(Action item): Whichever lines of the entries hold the word "thumb" should be identified and copied.

(Source information):
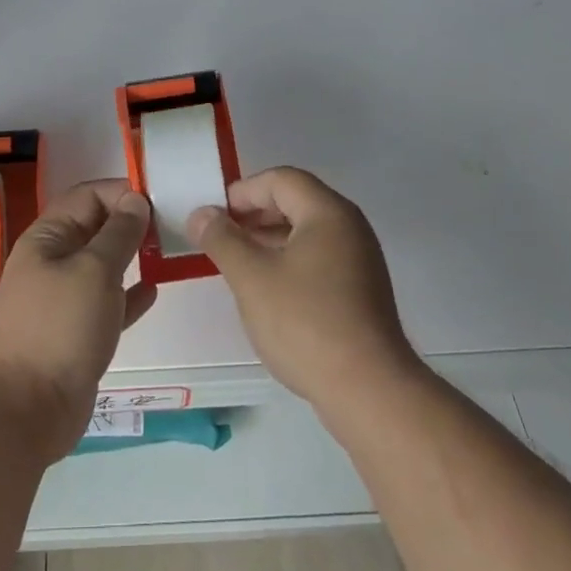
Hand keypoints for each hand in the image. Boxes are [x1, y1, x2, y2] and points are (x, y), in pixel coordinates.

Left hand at [0, 179, 157, 461]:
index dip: (120, 192)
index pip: (87, 196)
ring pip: (102, 266)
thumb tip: (135, 200)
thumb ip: (118, 234)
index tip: (158, 199)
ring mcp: (64, 299)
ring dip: (131, 256)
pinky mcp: (77, 332)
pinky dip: (128, 294)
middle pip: (95, 228)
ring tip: (168, 252)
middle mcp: (53, 262)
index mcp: (47, 238)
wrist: (25, 410)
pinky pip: (107, 302)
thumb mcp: (94, 271)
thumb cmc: (60, 328)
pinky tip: (153, 291)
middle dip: (130, 222)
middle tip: (172, 225)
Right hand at [192, 167, 417, 411]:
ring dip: (270, 238)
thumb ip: (222, 239)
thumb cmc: (306, 323)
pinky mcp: (362, 291)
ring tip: (238, 262)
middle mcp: (350, 227)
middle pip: (296, 201)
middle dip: (255, 213)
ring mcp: (361, 260)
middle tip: (222, 235)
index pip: (281, 179)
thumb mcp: (251, 278)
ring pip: (307, 232)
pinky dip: (290, 261)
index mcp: (328, 212)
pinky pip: (319, 258)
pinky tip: (269, 290)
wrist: (369, 391)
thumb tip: (201, 214)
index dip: (243, 191)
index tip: (214, 215)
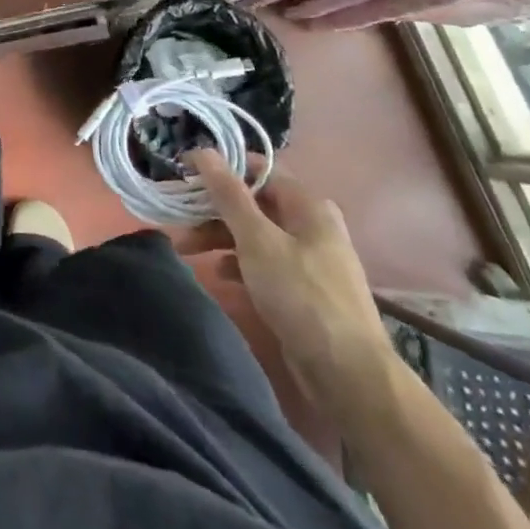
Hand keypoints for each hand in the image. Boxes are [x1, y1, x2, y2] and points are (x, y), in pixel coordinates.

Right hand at [187, 153, 393, 411]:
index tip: (185, 174)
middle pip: (254, 203)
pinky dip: (239, 264)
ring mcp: (309, 261)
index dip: (220, 168)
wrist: (350, 378)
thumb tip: (203, 150)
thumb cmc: (301, 296)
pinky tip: (219, 274)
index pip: (258, 169)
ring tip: (186, 249)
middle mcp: (311, 226)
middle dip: (214, 209)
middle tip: (179, 217)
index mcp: (307, 205)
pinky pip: (264, 265)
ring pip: (255, 235)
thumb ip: (228, 194)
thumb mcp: (257, 239)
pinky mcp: (304, 292)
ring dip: (220, 238)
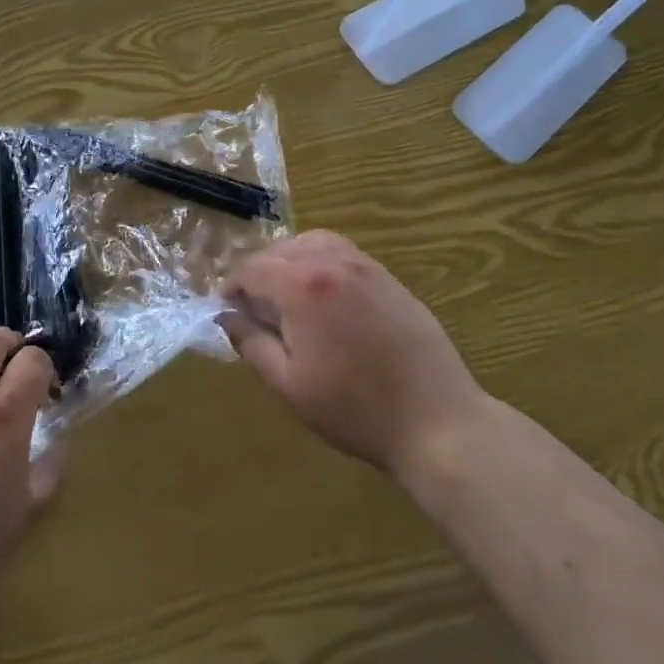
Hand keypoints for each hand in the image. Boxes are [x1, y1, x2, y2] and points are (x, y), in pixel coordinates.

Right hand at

(Expected answer):
thumb tip: (135, 200)
thumb ip: (118, 234)
thumb mcp: (94, 271)
thumb cmc: (60, 328)
thumb ip: (222, 239)
thumb cmc: (306, 323)
thumb mcp: (251, 278)
thumb tip: (201, 214)
thumb tip: (203, 150)
thumb cmc: (301, 296)
thumb ip: (228, 194)
thumb mcp: (257, 239)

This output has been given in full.